Tune Advanced Tutorials

In this page, we will explore some advanced functionality in Tune with more examples.

On this page:

A native example of Trainable

As mentioned in Tune User Guide, Training can be done with either the Trainable Class API or function-based API. Comparably, Trainable is stateful, supports checkpoint/restore functionality, and is preferable for advanced algorithms.
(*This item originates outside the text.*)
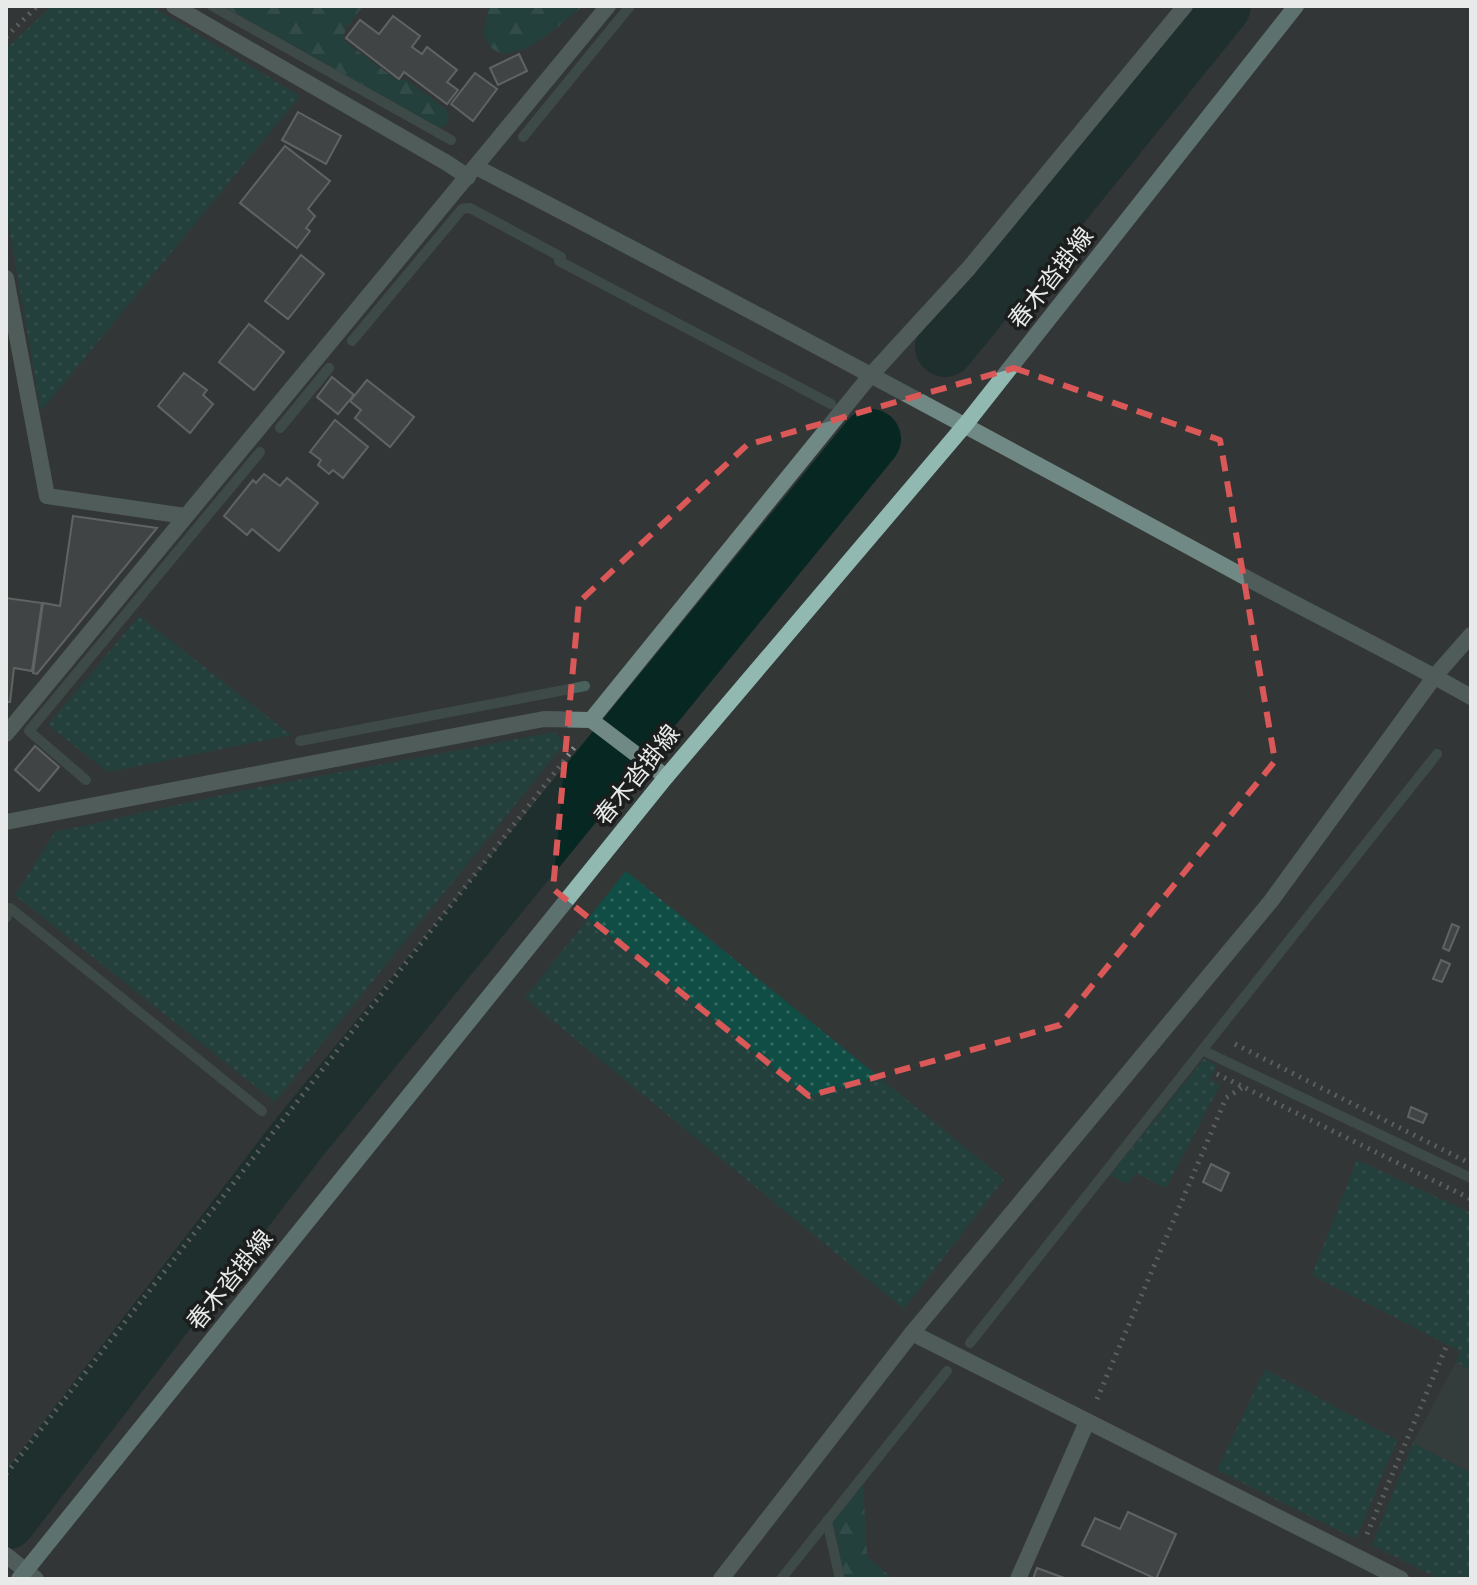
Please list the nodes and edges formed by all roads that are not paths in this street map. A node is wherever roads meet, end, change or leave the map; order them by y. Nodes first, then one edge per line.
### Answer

A naive example for Trainable is a simple number guesser:

import ray
from ray import tune
from ray.tune import Trainable

class Guesser(Trainable):
    def _setup(self, config):
        self.config = config
        self.password = 1024

    def _train(self):
        result_dict = {"diff": abs(self.config['guess'] - self.password)}
        return result_dict

ray.init()
analysis = tune.run(
    Guesser,
    stop={
        "training_iteration": 1,
    },
    num_samples=10,
    config={
        "guess": tune.randint(1, 10000)
    })

print('best config: ', analysis.get_best_config(metric="diff", mode="min"))

The program randomly picks 10 number from [1, 10000) and finds which is closer to the password. As a subclass of ray.tune.Trainable, Tune will convert Guesser into a Ray actor, which runs on a separate process on a worker. _setup function is invoked once for each Actor for custom initialization.

_train execute one logical iteration of training in the tuning process, which may include several iterations of actual training (see the next example). As a rule of thumb, the execution time of one train call should be large enough to avoid overheads (i.e. more than a few seconds), but short enough to report progress periodically (i.e. at most a few minutes).

We only implemented _setup and _train methods for simplification, usually it’s also required to implement _save, and _restore for checkpoint and fault tolerance.

Next, we train a Pytorch convolution model with Trainable and PBT.

Trainable with Population Based Training (PBT)

Tune includes a distributed implementation of Population Based Training (PBT) as a scheduler PopulationBasedTraining .

PBT starts by training many neural networks in parallel with random hyperparameters. But instead of the networks training independently, it uses information from the rest of the population to refine the hyperparameters and direct computational resources to models which show promise.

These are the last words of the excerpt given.